Research teams from the Tecnológico de Monterrey and the National Autonomous University of Mexico (UNAM) are collaborating to establish the TEC-UNAM Pharmaceutical Development Unit within the Tlalpan Innovation District, located on the Mexico City campus.
This initiative is part of the Center for Research and Entrepreneurship in Biosciences and Health (CIEBS) and is driven by the UNAM-TEC Consortium. Since 2021, scientists from both institutions have been working together on joint projects aimed at finding solutions to some of society’s most pressing challenges.
Jonathan Magaña, national leader of the Aging and Longevity research group at Tec’s School of Engineering and Sciences (EIC), explained that this initiative stems from five years of collaborative work between the two institutions, resulting in between 40 and 50 co-authored scientific publications. The project now shifts its focus to applied technological development, targeting the needs of the pharmaceutical industry with support from corporate sponsors in the field.

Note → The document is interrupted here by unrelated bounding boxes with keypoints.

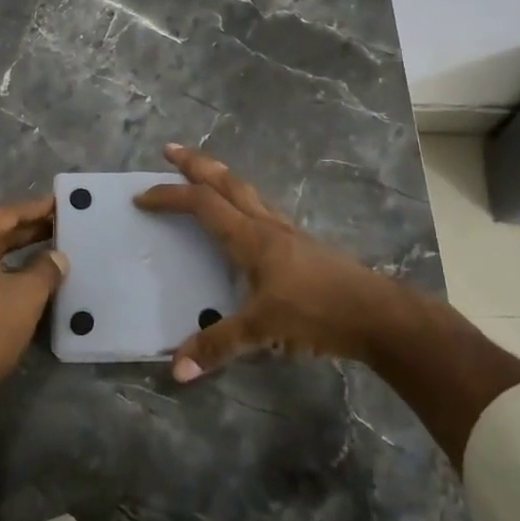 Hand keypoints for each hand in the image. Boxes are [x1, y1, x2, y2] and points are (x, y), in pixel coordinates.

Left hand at [0, 193, 66, 384]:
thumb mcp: (27, 295)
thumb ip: (46, 269)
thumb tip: (56, 257)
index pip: (7, 214)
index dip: (35, 208)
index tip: (59, 204)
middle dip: (28, 230)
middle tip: (59, 226)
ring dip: (16, 252)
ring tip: (47, 252)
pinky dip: (3, 271)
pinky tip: (23, 280)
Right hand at [136, 145, 419, 381]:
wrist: (377, 315)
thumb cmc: (317, 313)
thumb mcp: (262, 331)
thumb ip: (218, 346)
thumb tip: (176, 370)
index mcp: (250, 238)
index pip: (202, 204)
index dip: (170, 197)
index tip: (141, 198)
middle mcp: (266, 225)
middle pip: (226, 182)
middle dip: (195, 164)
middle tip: (170, 150)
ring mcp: (287, 232)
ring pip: (247, 192)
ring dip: (220, 178)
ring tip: (203, 174)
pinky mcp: (302, 246)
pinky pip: (262, 210)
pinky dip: (242, 201)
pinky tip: (245, 217) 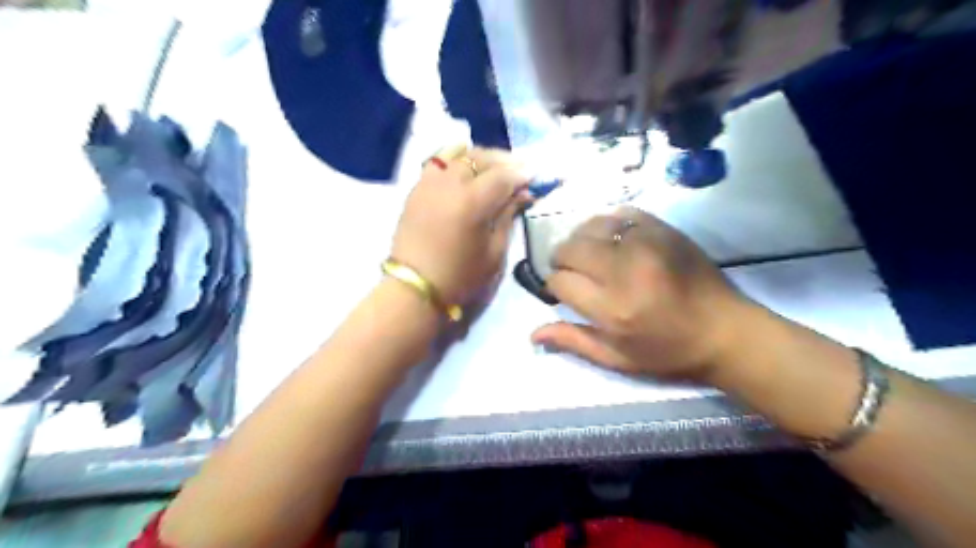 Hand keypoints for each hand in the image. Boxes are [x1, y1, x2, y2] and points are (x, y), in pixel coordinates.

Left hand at [392, 147, 532, 306]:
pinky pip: (438, 161)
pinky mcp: (416, 188)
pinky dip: (456, 158)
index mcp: (472, 202)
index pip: (503, 176)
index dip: (522, 174)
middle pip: (481, 158)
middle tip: (519, 170)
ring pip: (458, 153)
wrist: (415, 287)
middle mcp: (450, 183)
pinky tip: (465, 168)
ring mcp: (429, 182)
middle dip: (504, 160)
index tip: (535, 177)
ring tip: (493, 167)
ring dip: (480, 157)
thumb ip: (508, 217)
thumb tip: (521, 194)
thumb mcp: (494, 253)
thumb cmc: (460, 277)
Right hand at [533, 205, 748, 381]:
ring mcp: (646, 244)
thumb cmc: (669, 352)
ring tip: (592, 255)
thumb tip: (533, 333)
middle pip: (569, 248)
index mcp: (613, 309)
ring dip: (582, 240)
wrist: (726, 331)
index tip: (564, 292)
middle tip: (574, 273)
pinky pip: (620, 214)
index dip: (555, 287)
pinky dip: (609, 226)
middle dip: (562, 260)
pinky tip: (615, 241)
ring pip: (590, 226)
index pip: (560, 282)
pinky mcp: (663, 229)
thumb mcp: (618, 359)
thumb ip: (574, 341)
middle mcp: (625, 270)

“We don’t want this to remain at the level of basic research; the goal is to produce developments that truly have an impact on the population,” Magaña said. The unit will not only focus on conventional drug production but also on cutting-edge pharmaceutical technologies. “We’re talking about solids, liquids, semisolids, dispersed systems, and more advanced therapies like nanocarriers or specific controlled-release systems.”
The platform will prioritize addressing Mexico’s most critical health issues and will align with CIEBS’s flagship initiatives and project lines, such as aging and longevity, precision medicine—especially for prostate cancer—as well as chronic degenerative diseases.
The Goal: Industry-Funded Pharmaceutical Research Projects
This pharmaceutical development unit aims to serve as a platform for transferring and licensing technologies and for launching science- and technology-based startups led by academics and entrepreneurs, says Eduardo Urzúa, Director of University Entrepreneurship at InnovaUNAM.
A key element of the center’s working model is that all projects carried out must be financed by an external company. For instance, the UNAM researcher notes that there are ongoing discussions with companies like Sartorius, which could provide technologies and specialized medical equipment.
The project is currently in the planning stage, with goals in place for it to be operational within roughly a year. By then, the unit is expected to have its infrastructure in place, work plans outlined, and academic teams defined.
Urzúa emphasizes that sustainability is a core pillar of the unit’s operation; the aim is for it to be financially self-sufficient, rather than relying on public subsidies.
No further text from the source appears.